Crítica na Imprensa
Pedro M. Santos — Novas propostas operáticas na primeira edição do FIO
”Às 21 horas foi apresentada a ópera “Oráculos & Ladainhas” com a interessante encenação de António Torres em estreito diálogo com outro libreto de Tiago Schwäbl, com a música de Sofia Sousa Rocha e explorando oportunamente a espacialização dos intérpretes e do som no longo e amplo Salão Medieval da Reitoria da Universidade do Minho. A partitura recorreu a dois elementos principais: um gesto instrumental – glissando realizado pela harpa – que serve de base ao tema melódico entoado pela soprano (arioso que remete para música francesa do início do século XX) e o recitativo do barítono, cuja austeridade ressoa o espaço arquitetónico medieval.
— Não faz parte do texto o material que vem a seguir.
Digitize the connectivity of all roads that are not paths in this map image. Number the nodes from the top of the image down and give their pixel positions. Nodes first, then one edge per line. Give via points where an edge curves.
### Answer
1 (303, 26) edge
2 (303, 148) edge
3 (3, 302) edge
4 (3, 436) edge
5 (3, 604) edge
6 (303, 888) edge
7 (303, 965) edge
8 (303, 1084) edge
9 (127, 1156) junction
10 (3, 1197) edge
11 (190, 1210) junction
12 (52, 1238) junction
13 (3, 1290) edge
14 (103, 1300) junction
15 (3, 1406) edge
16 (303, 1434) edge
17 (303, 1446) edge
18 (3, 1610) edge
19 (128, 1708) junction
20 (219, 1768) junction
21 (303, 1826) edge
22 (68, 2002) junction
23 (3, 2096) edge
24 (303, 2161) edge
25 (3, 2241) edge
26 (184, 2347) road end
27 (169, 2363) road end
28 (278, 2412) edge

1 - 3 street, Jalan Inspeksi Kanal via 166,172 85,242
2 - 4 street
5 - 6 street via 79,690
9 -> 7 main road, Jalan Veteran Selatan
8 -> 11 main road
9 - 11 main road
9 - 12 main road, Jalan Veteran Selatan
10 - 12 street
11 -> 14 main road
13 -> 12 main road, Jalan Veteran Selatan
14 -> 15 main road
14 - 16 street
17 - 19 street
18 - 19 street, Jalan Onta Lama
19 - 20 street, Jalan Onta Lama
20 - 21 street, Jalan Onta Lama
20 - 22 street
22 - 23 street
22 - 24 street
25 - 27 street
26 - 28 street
A iluminação e os figurinos criaram um ambiente frio e distante, sem tempo nem lugar definidos, reforçado pela postura estática dos intérpretes durante grande parte da ópera. O desafio interpretativo resultante da espacialização dos cantores e instrumentistas foi bem resolvido pelos intérpretes, em particular pelos cantores Nataliya Stepanska e Tiago Matos, coordenados, afinados e muito expressivos na sua interpretação cénica e musical.”